In sum, global sociology, I argue, is best served by a sociology of connections that takes seriously the histories of interconnection that have enabled the world to emerge as a global space. Global sociology acknowledges the masquerade of European histories as world-historical upon which sociology has largely been constructed and seeks to reconstruct sociology on the basis of more adequate historical understandings. It is more than a history of (long-standing) globalization, however. It points to a sociology that starts from the perspective of the world by locating itself within the processes that facilitated the emergence of that world. By starting from a location in the world, necessarily means starting from a history that enabled that location to be part of the world; identifying and explicating the connections that enable understandings always to be more expansive than the identities or events they are seeking to explain. As Holmwood and Stewart argue in a different context, but applicable here all the same, ‘the important point is not to reify the new explanation, but to indicate how it was produced by turning towards explanatory problems, rather than away from them, and creating new understandings and resources in their solution’ (1991: 61).

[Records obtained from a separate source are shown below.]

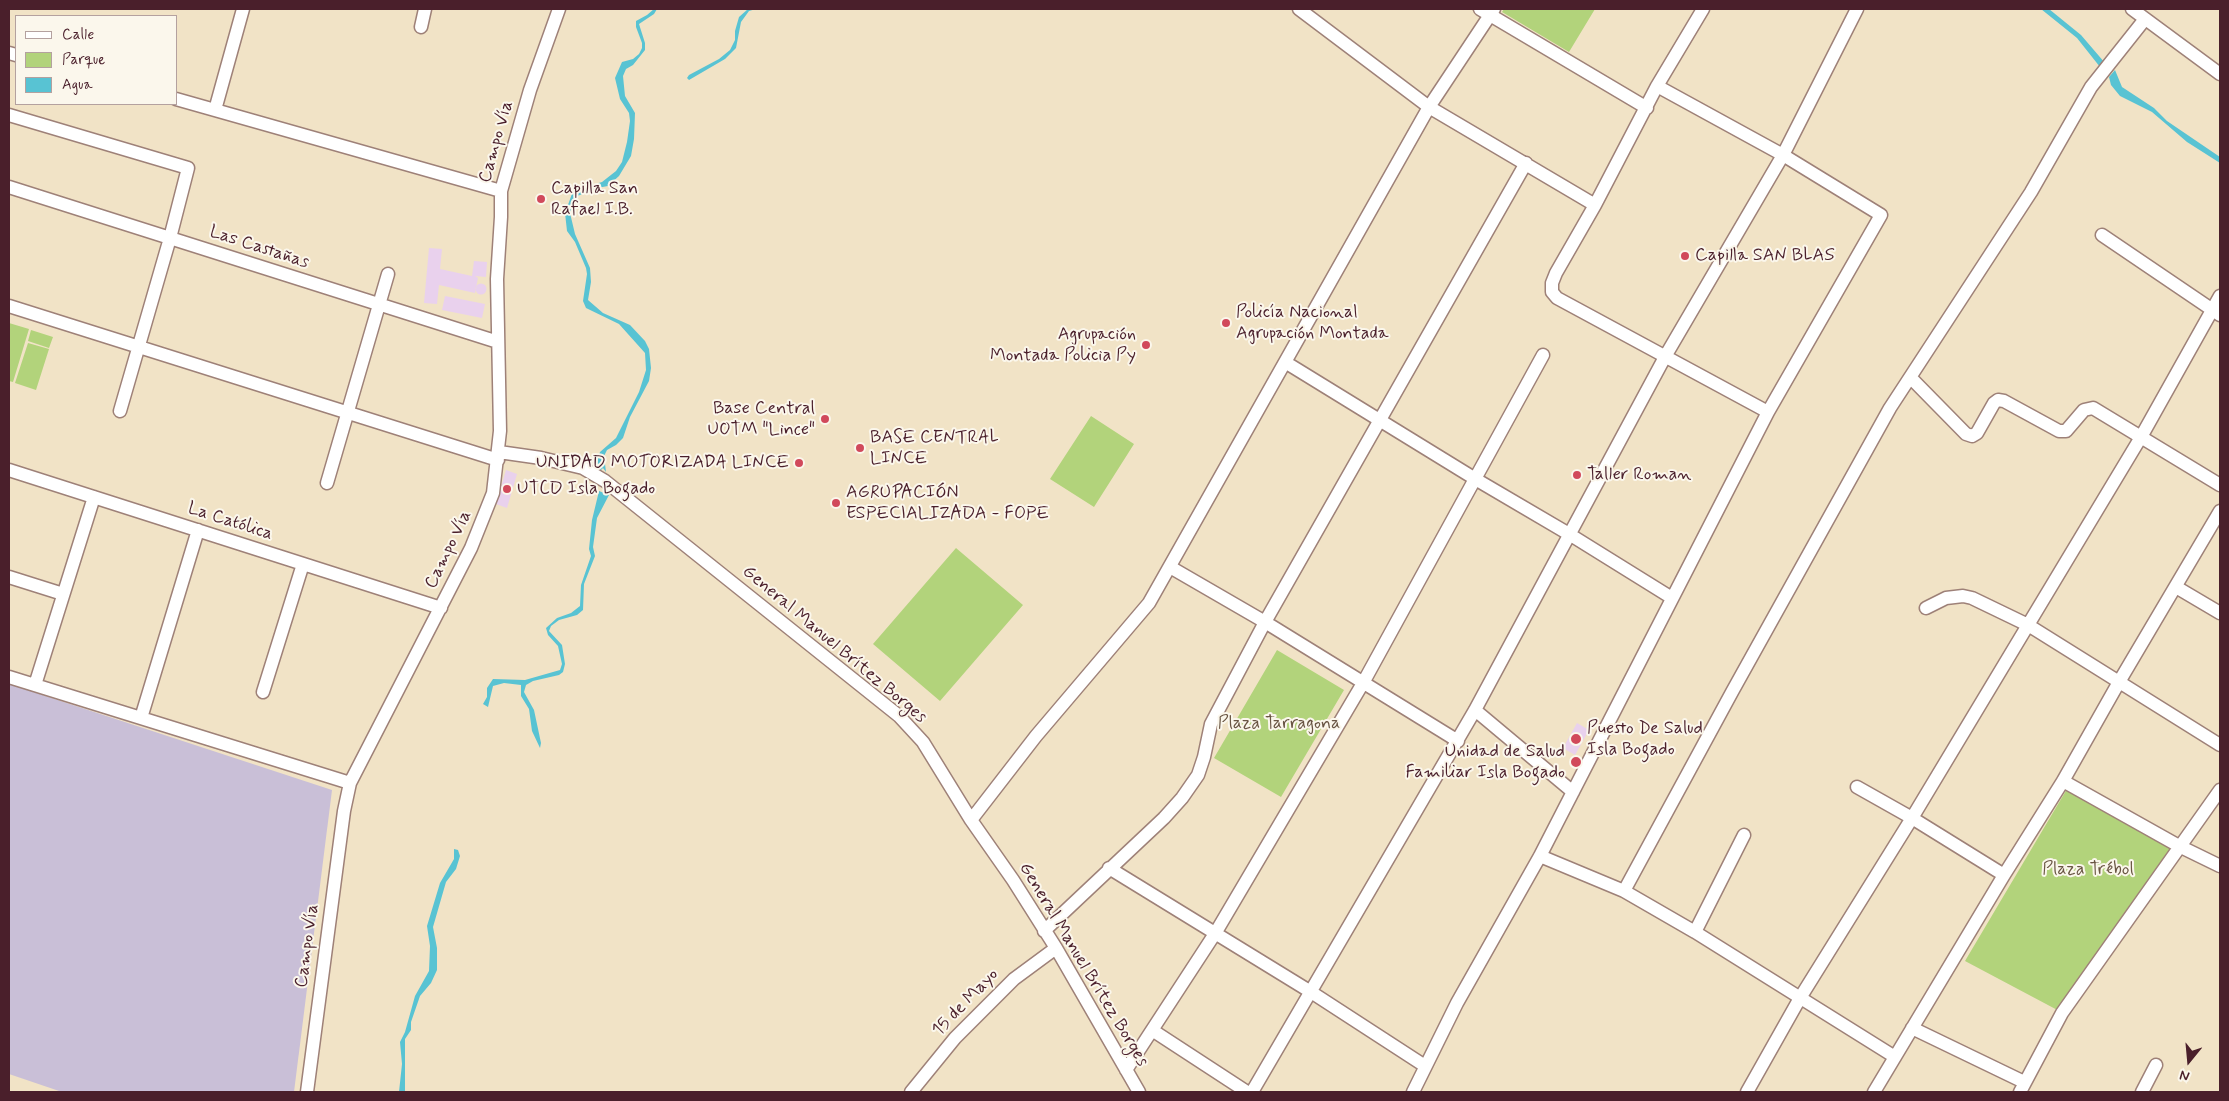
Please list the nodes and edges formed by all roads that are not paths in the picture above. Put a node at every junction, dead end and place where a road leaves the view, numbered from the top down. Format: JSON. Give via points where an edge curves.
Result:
{"nodes":[{"id":1,"x":425,"y":9,"type":"edge"},
{"id":2,"x":559,"y":9,"type":"edge"},
{"id":3,"x":1299,"y":9,"type":"edge"},
{"id":4,"x":1857,"y":9,"type":"edge"},
{"id":5,"x":2132,"y":9,"type":"edge"},
{"id":6,"x":239,"y":10,"type":"edge"},
{"id":7,"x":1700,"y":10,"type":"edge"},
{"id":8,"x":1488,"y":11,"type":"edge"},
{"id":9,"x":2145,"y":19,"type":"junction"},
{"id":10,"x":422,"y":27,"type":"dead end"},
{"id":11,"x":2220,"y":73,"type":"edge"},
{"id":12,"x":1657,"y":86,"type":"junction"},
{"id":13,"x":178,"y":100,"type":"edge"},
{"id":14,"x":1430,"y":107,"type":"junction"},
{"id":15,"x":1646,"y":108,"type":"junction"},
{"id":16,"x":215,"y":110,"type":"junction"},
{"id":17,"x":9,"y":115,"type":"edge"},
{"id":18,"x":1783,"y":155,"type":"junction"},
{"id":19,"x":1526,"y":163,"type":"junction"},
{"id":20,"x":9,"y":187,"type":"edge"},
{"id":21,"x":500,"y":191,"type":"junction"},
{"id":22,"x":1595,"y":205,"type":"junction"},
{"id":23,"x":2102,"y":236,"type":"dead end"},
{"id":24,"x":170,"y":238,"type":"junction"},
{"id":25,"x":388,"y":274,"type":"dead end"},
{"id":26,"x":2220,"y":296,"type":"edge"},
{"id":27,"x":379,"y":305,"type":"junction"},
{"id":28,"x":9,"y":306,"type":"edge"},
{"id":29,"x":2216,"y":311,"type":"edge"},
{"id":30,"x":498,"y":342,"type":"junction"},
{"id":31,"x":139,"y":347,"type":"junction"},
{"id":32,"x":1544,"y":355,"type":"dead end"},
{"id":33,"x":1666,"y":355,"type":"junction"},
{"id":34,"x":1285,"y":362,"type":"junction"},
{"id":35,"x":1911,"y":378,"type":"junction"},
{"id":36,"x":120,"y":411,"type":"dead end"},
{"id":37,"x":348,"y":412,"type":"junction"},
{"id":38,"x":1768,"y":412,"type":"junction"},
{"id":39,"x":1381,"y":420,"type":"junction"},
{"id":40,"x":2141,"y":437,"type":"junction"},
{"id":41,"x":498,"y":456,"type":"junction"},
{"id":42,"x":9,"y":470,"type":"edge"},
{"id":43,"x":1477,"y":480,"type":"junction"},
{"id":44,"x":327,"y":483,"type":"dead end"},
{"id":45,"x":2220,"y":485,"type":"edge"},
{"id":46,"x":94,"y":497,"type":"junction"},
{"id":47,"x":2220,"y":511,"type":"edge"},
{"id":48,"x":198,"y":530,"type":"junction"},
{"id":49,"x":1569,"y":534,"type":"junction"},
{"id":50,"x":303,"y":564,"type":"junction"},
{"id":51,"x":1170,"y":567,"type":"junction"},
{"id":52,"x":9,"y":577,"type":"edge"},
{"id":53,"x":2176,"y":586,"type":"junction"},
{"id":54,"x":63,"y":594,"type":"junction"},
{"id":55,"x":1672,"y":598,"type":"junction"},
{"id":56,"x":441,"y":608,"type":"junction"},
{"id":57,"x":1926,"y":608,"type":"dead end"},
{"id":58,"x":2220,"y":613,"type":"edge"},
{"id":59,"x":1265,"y":622,"type":"junction"},
{"id":60,"x":2028,"y":625,"type":"junction"},
{"id":61,"x":9,"y":677,"type":"edge"},
{"id":62,"x":2119,"y":682,"type":"junction"},
{"id":63,"x":1363,"y":684,"type":"junction"},
{"id":64,"x":35,"y":685,"type":"junction"},
{"id":65,"x":263,"y":692,"type":"dead end"},
{"id":66,"x":1476,"y":710,"type":"junction"},
{"id":67,"x":141,"y":718,"type":"junction"},
{"id":68,"x":1458,"y":741,"type":"junction"},
{"id":69,"x":2220,"y":745,"type":"edge"},
{"id":70,"x":2063,"y":781,"type":"junction"},
{"id":71,"x":350,"y":782,"type":"junction"},
{"id":72,"x":1858,"y":787,"type":"dead end"},
{"id":73,"x":2220,"y":790,"type":"edge"},
{"id":74,"x":1573,"y":792,"type":"junction"},
{"id":75,"x":1912,"y":818,"type":"junction"},
{"id":76,"x":971,"y":820,"type":"junction"},
{"id":77,"x":1744,"y":835,"type":"dead end"},
{"id":78,"x":2180,"y":846,"type":"junction"},
{"id":79,"x":1540,"y":856,"type":"junction"},
{"id":80,"x":2220,"y":866,"type":"edge"},
{"id":81,"x":1109,"y":868,"type":"junction"},
{"id":82,"x":2004,"y":875,"type":"junction"},
{"id":83,"x":1624,"y":892,"type":"junction"},
{"id":84,"x":1044,"y":931,"type":"junction"},
{"id":85,"x":1216,"y":932,"type":"junction"},
{"id":86,"x":1695,"y":932,"type":"junction"},
{"id":87,"x":1056,"y":948,"type":"junction"},
{"id":88,"x":1311,"y":992,"type":"junction"},
{"id":89,"x":1800,"y":998,"type":"junction"},
{"id":90,"x":1912,"y":1028,"type":"junction"},
{"id":91,"x":1152,"y":1030,"type":"junction"},
{"id":92,"x":1894,"y":1057,"type":"junction"},
{"id":93,"x":2156,"y":1065,"type":"dead end"},
{"id":94,"x":1425,"y":1066,"type":"junction"},
{"id":95,"x":1126,"y":1070,"type":"junction"},
{"id":96,"x":2022,"y":1087,"type":"edge"},
{"id":97,"x":307,"y":1092,"type":"edge"},
{"id":98,"x":911,"y":1092,"type":"edge"},
{"id":99,"x":1139,"y":1092,"type":"edge"},
{"id":100,"x":1246,"y":1092,"type":"edge"},
{"id":101,"x":1252,"y":1092,"type":"edge"},
{"id":102,"x":1413,"y":1092,"type":"edge"},
{"id":103,"x":1747,"y":1092,"type":"edge"},
{"id":104,"x":1874,"y":1092,"type":"edge"},
{"id":105,"x":2142,"y":1092,"type":"edge"}],
"edges":[{"from":1,"to":10,"type":"street"},
{"from":2,"to":21,"type":"street","name":"Campo Vía","via":[[530,90]]},
{"from":3,"to":14,"type":"street"},
{"from":4,"to":18,"type":"street"},
{"from":5,"to":9,"type":"street"},
{"from":6,"to":16,"type":"street"},
{"from":7,"to":12,"type":"street"},
{"from":8,"to":14,"type":"street"},
{"from":8,"to":15,"type":"street"},
{"from":9,"to":11,"type":"street"},
{"from":9,"to":35,"type":"street","via":[[2086,94],[2031,192]]},
{"from":12,"to":15,"type":"street"},
{"from":12,"to":18,"type":"street"},
{"from":13,"to":16,"type":"street"},
{"from":14,"to":19,"type":"street"},
{"from":14,"to":34,"type":"street"},
{"from":15,"to":22,"type":"street"},
{"from":16,"to":21,"type":"street"},
{"from":17,"to":24,"type":"street","via":[[188,168]]},
{"from":18,"to":33,"type":"street"},
{"from":18,"to":38,"type":"street","via":[[1881,215]]},
{"from":19,"to":22,"type":"street"},
{"from":19,"to":39,"type":"street"},
{"from":20,"to":24,"type":"street","name":"Las Castañas"},
{"from":21,"to":30,"type":"street","name":"Campo Vía"},
{"from":22,"to":33,"type":"street","via":[[1556,273],[1552,292],[1557,298]]},
{"from":23,"to":29,"type":"street"},
{"from":24,"to":27,"type":"street","name":"Las Castañas"},
{"from":24,"to":31,"type":"street"},
{"from":25,"to":27,"type":"street"},
{"from":26,"to":29,"type":"street"},
{"from":27,"to":30,"type":"street","name":"Las Castañas"},
{"from":27,"to":37,"type":"street"},
{"from":28,"to":31,"type":"street","name":"General Manuel Brítez Borges"},
{"from":29,"to":40,"type":"street"},
{"from":30,"to":41,"type":"street","name":"Campo Vía"},
{"from":31,"to":36,"type":"street"},
{"from":31,"to":37,"type":"street","name":"General Manuel Brítez Borges"},
{"from":32,"to":43,"type":"street"},
{"from":33,"to":38,"type":"street"},
{"from":33,"to":49,"type":"street"},
{"from":34,"to":39,"type":"street"},
{"from":34,"to":51,"type":"street"},
{"from":35,"to":40,"type":"street","via":[[1969,435],[1977,433],[1998,400],[2066,432],[2084,410],[2093,408]]},
{"from":35,"to":83,"type":"street","via":[[1890,408],[1786,593]]},
{"from":37,"to":41,"type":"street","name":"General Manuel Brítez Borges"},
{"from":37,"to":44,"type":"street"},
{"from":38,"to":55,"type":"street"},
{"from":39,"to":43,"type":"street"},
{"from":39,"to":59,"type":"street"},
{"from":40,"to":45,"type":"street"},
{"from":40,"to":60,"type":"street"},
{"from":41,"to":56,"type":"street","name":"Campo Vía","via":[[488,510]]},
{"from":41,"to":76,"type":"street","name":"General Manuel Brítez Borges","via":[[541,458],[583,468],[623,495],[899,716],[923,742]]},
{"from":42,"to":46,"type":"street","name":"La Católica"},
{"from":43,"to":49,"type":"street"},
{"from":43,"to":63,"type":"street"},
{"from":46,"to":48,"type":"street","name":"La Católica"},
{"from":46,"to":54,"type":"street"},
{"from":47,"to":53,"type":"street"},
{"from":48,"to":50,"type":"street","name":"La Católica"},
{"from":48,"to":67,"type":"street"},
{"from":49,"to":55,"type":"street"},
{"from":49,"to":66,"type":"street"},
{"from":50,"to":56,"type":"street","name":"La Católica"},
{"from":50,"to":65,"type":"street"},
{"from":51,"to":59,"type":"street"},
{"from":51,"to":76,"type":"street","via":[[1149,602],[1036,736]]},
{"from":52,"to":54,"type":"street"},
{"from":53,"to":58,"type":"street"},
{"from":53,"to":62,"type":"street"},
{"from":54,"to":64,"type":"street"},
{"from":55,"to":74,"type":"street"},
{"from":56,"to":71,"type":"street","name":"Campo Vía"},
{"from":57,"to":60,"type":"street","via":[[1946,598],[1963,596]]},
{"from":59,"to":63,"type":"street"},
{"from":59,"to":81,"type":"street","via":[[1211,724],[1198,775],[1164,818]]},
{"from":60,"to":62,"type":"street"},
{"from":60,"to":75,"type":"street"},
{"from":61,"to":64,"type":"street"},
{"from":62,"to":69,"type":"street"},
{"from":62,"to":70,"type":"street"},
{"from":63,"to":68,"type":"street"},
{"from":63,"to":85,"type":"street"},
{"from":64,"to":67,"type":"street"},
{"from":66,"to":68,"type":"street"},
{"from":66,"to":74,"type":"street"},
{"from":67,"to":71,"type":"street"},
{"from":68,"to":88,"type":"street"},
{"from":70,"to":78,"type":"street"},
{"from":70,"to":82,"type":"street"},
{"from":71,"to":97,"type":"street","name":"Campo Vía"},
{"from":72,"to":75,"type":"street"},
{"from":73,"to":78,"type":"street"},
{"from":74,"to":79,"type":"street"},
{"from":75,"to":82,"type":"street"},
{"from":75,"to":89,"type":"street"},
{"from":76,"to":84,"type":"street","name":"General Manuel Brítez Borges"},
{"from":77,"to":86,"type":"street"},
{"from":78,"to":80,"type":"street"},
{"from":78,"to":96,"type":"street","via":[[2062,1013]]},
{"from":79,"to":83,"type":"street"},
{"from":79,"to":94,"type":"street"},
{"from":81,"to":84,"type":"street"},
{"from":81,"to":85,"type":"street"},
{"from":82,"to":90,"type":"street"},
{"from":83,"to":86,"type":"street"},
{"from":84,"to":87,"type":"street","name":"General Manuel Brítez Borges"},
{"from":85,"to":88,"type":"street"},
{"from":85,"to":91,"type":"street"},
{"from":86,"to":89,"type":"street"},
{"from":87,"to":95,"type":"street","name":"General Manuel Brítez Borges"},
{"from":87,"to":98,"type":"street","name":"15 de Mayo","via":[[1014,979],[961,1031]]},
{"from":88,"to":94,"type":"street"},
{"from":88,"to":101,"type":"street"},
{"from":89,"to":92,"type":"street"},
{"from":89,"to":103,"type":"street"},
{"from":90,"to":92,"type":"street"},
{"from":90,"to":96,"type":"street"},
{"from":91,"to":95,"type":"street"},
{"from":91,"to":100,"type":"street"},
{"from":92,"to":104,"type":"street"},
{"from":93,"to":105,"type":"street"},
{"from":94,"to":102,"type":"street"},
{"from":95,"to":99,"type":"street","name":"General Manuel Brítez Borges"}]}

If the key problem identified through this book has been the particular, parochial configurations of the global within sociology, any new understanding of the global cannot simply be asserted, but has to be argued for in terms of how it addresses the deficiencies and limitations of previous understandings and how it enables more productive insights in the future.

This book is a critique of sociology, but it also expresses a commitment to an expanded sociological imagination. As I mentioned in the Introduction, critique often engenders resistance and a perception by those who see themselves as subject to criticism that they are faced with a potential loss of meaning. But what is being criticized are structures of meaning and their limitations. The promise of constructive criticism is expanded meaning. These aspects are well captured in Fanon’s conclusion to The Wretched of the Earth, where he exhorts: ‘Come, then, comrades, the European game has finally ended; we must find something different’ (1968 [1961]: 252). A particular way of doing things is potentially over, but its recognition is inclusive and comradely. It is not a puncturing of meaning, but of hierarchy, and a call to reconstruct meaning and to engage in new collective endeavours.

Note

1Of course, Weber presented his ideal types as heuristic in purpose and, in that context, they could be seen as proto-research programmes (see Papineau 1976). However, this is not how ideal types have been used, not even by Weber in claiming their heuristic purpose. As Brunn (2007) has observed, there are no instances of ideal types reconstructed in the light of their heuristic use.